Adsorption of bisphenol A by phosphoric acid activated puffing carbon and the enhancing effect of pre-wetting treatment

Phosphoric acid activation has been recognized as an effective method for synthesizing high-performance activated carbon, while expansion pretreatment of native biomass materials such as rice can induce instantaneous volumetric expansion to generate abundant micropores, offering novel perspectives for carbon material design. However, the synergistic mechanisms between expansion treatment and phosphoric acid modification remain unclear. Moreover, the conventional microporous suffer from limited accessibility of adsorption sites due to strong capillary resistance that impedes complete water molecule infiltration into partial internal surfaces. In this study, activated carbons were prepared through a coupled expansion-phosphoric acid activation approach to investigate the combined effects of these treatments on the physicochemical properties of carbon materials.
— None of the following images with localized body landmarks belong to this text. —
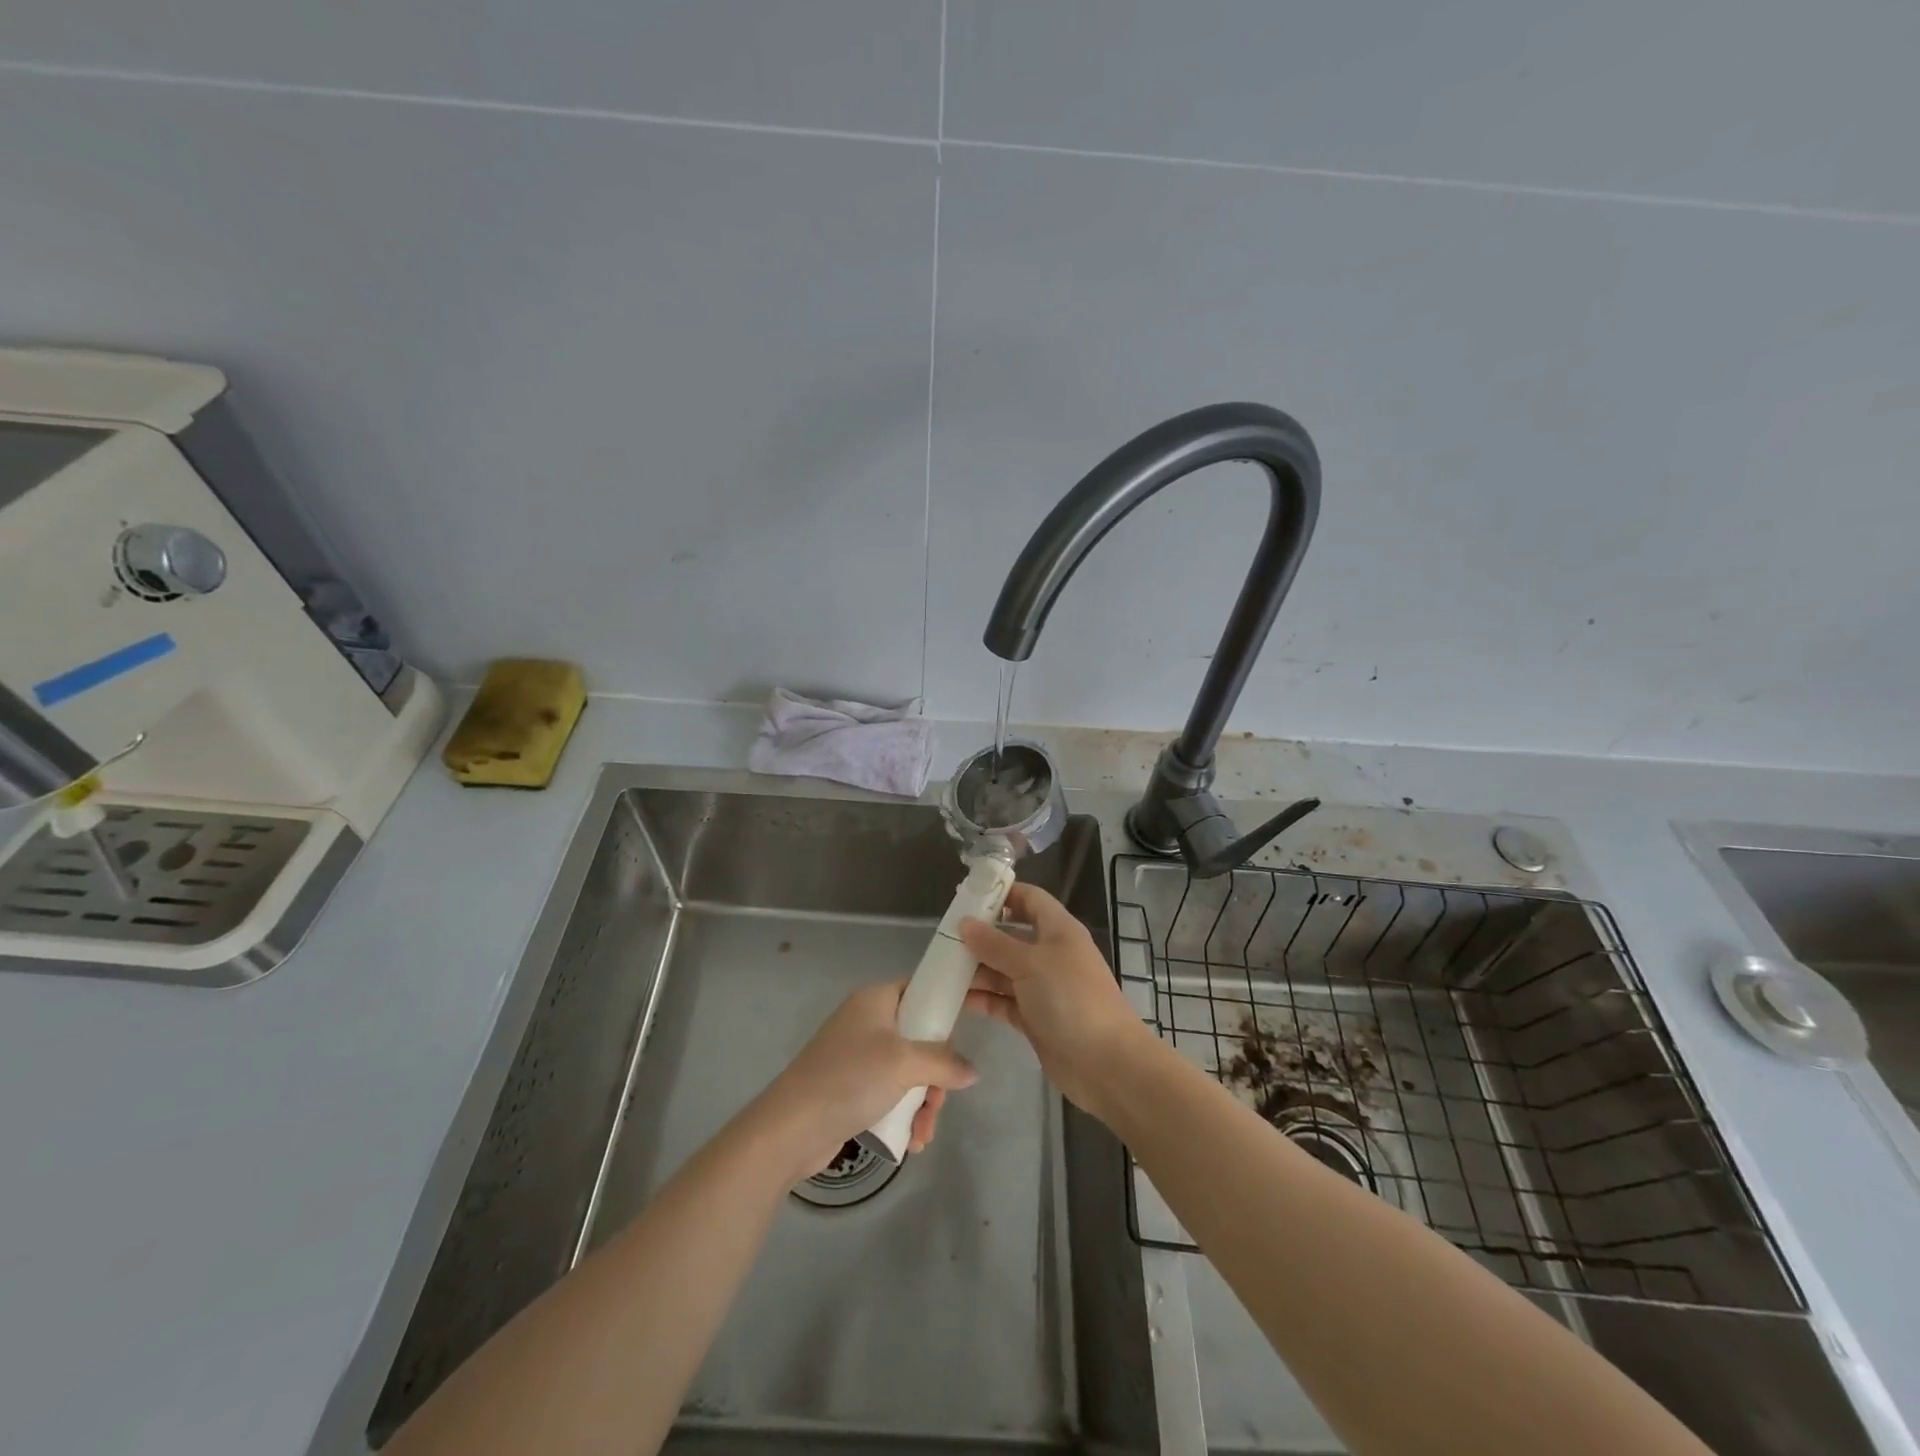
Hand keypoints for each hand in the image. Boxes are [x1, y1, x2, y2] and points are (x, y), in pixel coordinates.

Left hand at [753, 979, 980, 1180]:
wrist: (791, 1128)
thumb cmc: (850, 1078)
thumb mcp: (904, 1064)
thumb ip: (944, 1063)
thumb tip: (972, 1072)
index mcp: (876, 999)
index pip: (919, 989)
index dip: (943, 1007)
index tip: (963, 1034)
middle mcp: (867, 1021)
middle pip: (919, 1038)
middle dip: (935, 1076)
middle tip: (938, 1102)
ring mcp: (858, 1056)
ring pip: (908, 1070)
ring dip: (922, 1102)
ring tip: (923, 1134)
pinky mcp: (851, 1087)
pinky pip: (890, 1092)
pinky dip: (904, 1113)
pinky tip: (911, 1142)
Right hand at [961, 882, 1154, 1118]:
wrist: (1106, 1063)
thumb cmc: (1071, 999)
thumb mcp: (1031, 963)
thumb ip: (995, 944)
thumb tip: (965, 923)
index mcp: (1058, 930)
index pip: (1029, 899)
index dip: (1002, 894)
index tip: (967, 896)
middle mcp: (1050, 954)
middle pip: (1010, 936)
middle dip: (979, 936)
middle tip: (943, 938)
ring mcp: (1042, 988)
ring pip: (1003, 970)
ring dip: (976, 969)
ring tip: (941, 970)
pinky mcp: (1034, 1018)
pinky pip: (1003, 1000)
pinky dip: (983, 998)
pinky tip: (956, 999)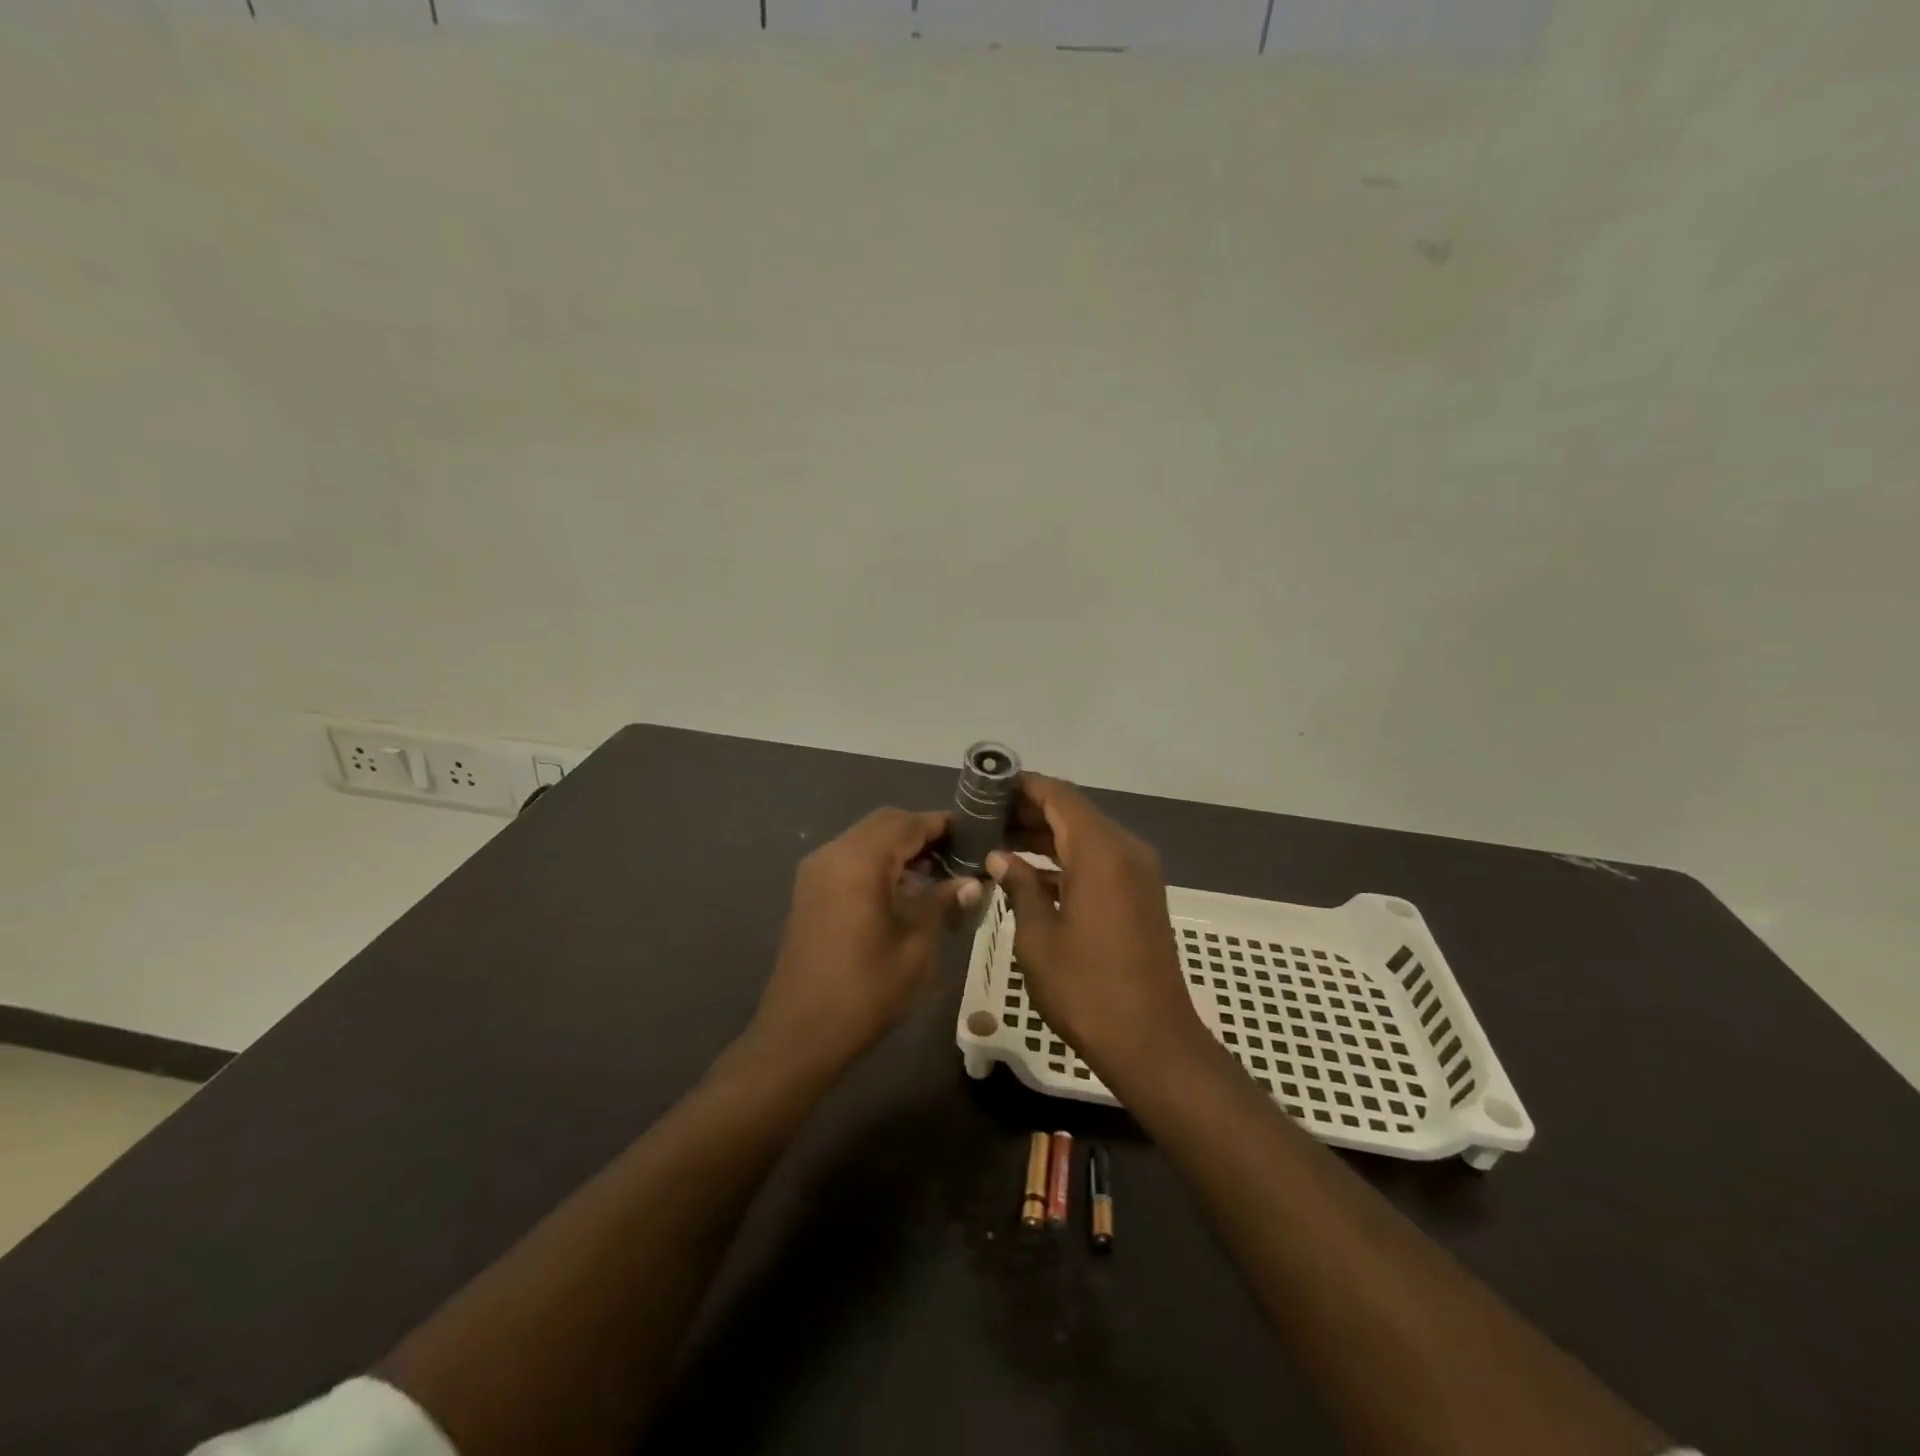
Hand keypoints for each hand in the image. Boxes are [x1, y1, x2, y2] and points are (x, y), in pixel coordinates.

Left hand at [749, 808, 979, 1076]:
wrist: (799, 1034)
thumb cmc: (864, 992)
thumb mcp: (915, 948)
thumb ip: (940, 903)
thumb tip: (970, 881)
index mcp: (860, 862)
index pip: (908, 823)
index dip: (942, 824)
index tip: (975, 833)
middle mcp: (834, 854)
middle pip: (884, 823)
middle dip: (921, 832)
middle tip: (957, 855)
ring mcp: (816, 871)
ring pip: (866, 838)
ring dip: (899, 847)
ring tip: (937, 873)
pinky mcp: (809, 891)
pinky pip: (850, 858)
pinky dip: (878, 862)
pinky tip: (903, 889)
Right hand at [987, 776, 1212, 1085]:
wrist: (1152, 1041)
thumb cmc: (1087, 989)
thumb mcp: (1039, 938)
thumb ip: (1020, 887)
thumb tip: (1000, 858)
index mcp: (1100, 852)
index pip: (1059, 795)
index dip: (1023, 786)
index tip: (987, 786)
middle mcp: (1124, 850)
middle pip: (1073, 812)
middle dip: (1029, 810)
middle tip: (983, 816)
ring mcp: (1137, 873)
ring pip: (1085, 836)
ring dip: (1045, 835)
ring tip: (997, 840)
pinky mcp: (1140, 894)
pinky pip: (1099, 860)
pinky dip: (1066, 859)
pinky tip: (1029, 873)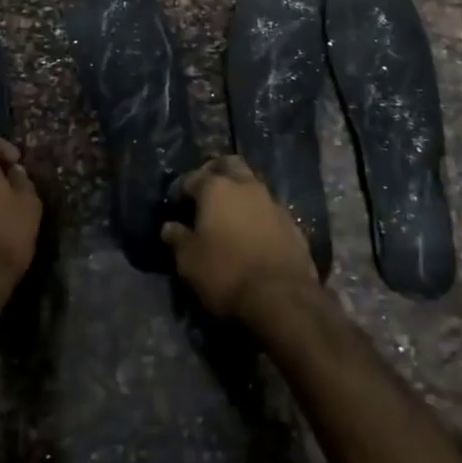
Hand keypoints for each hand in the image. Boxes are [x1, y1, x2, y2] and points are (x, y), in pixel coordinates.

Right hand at [162, 156, 318, 322]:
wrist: (282, 297)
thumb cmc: (226, 273)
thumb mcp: (189, 261)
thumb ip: (178, 239)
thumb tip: (169, 227)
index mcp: (216, 188)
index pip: (192, 177)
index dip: (181, 188)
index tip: (176, 201)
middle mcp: (246, 186)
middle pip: (229, 164)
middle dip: (216, 171)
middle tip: (205, 188)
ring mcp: (272, 202)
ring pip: (252, 183)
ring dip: (240, 191)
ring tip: (229, 212)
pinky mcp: (292, 222)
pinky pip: (269, 207)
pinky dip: (258, 213)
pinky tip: (253, 230)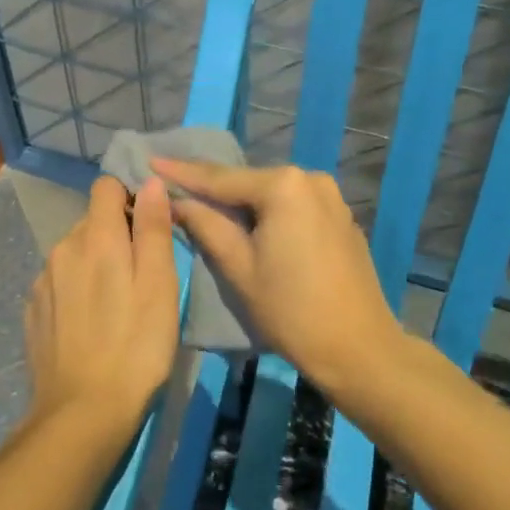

Bisphenol A (BPA) was selected as a model pollutant to evaluate adsorption enhancement induced by modification. Ultrasonic and vacuum-assisted prewetting treatments were employed to elucidate the regulatory role of microporous site accessibility in adsorption performance. The results demonstrated that expanded activated carbon (P) and phosphoric acid-expanded activated carbon (HP) exhibited substantial improvements in specific surface area (up to 1023.8 m2·g−1 for HP) and total pore volume (0.53 cm3·g−1 for HP), primarily attributed to newly formed micropores. In contrast, conventional activated carbon (C) showed structural collapse after acid treatment (HC), resulting in reduced specific surface area and pore volume. HP displayed superior BPA adsorption capacity, approximately 4-fold higher than HC and nearly 10-fold greater than P and C. Ultrasonic and vacuum treatments further enhanced BPA adsorption on HP by about30%. 1H NMR analysis revealed increased wetted specific surface area in HP after prewetting, confirming improved accessibility of adsorption sites.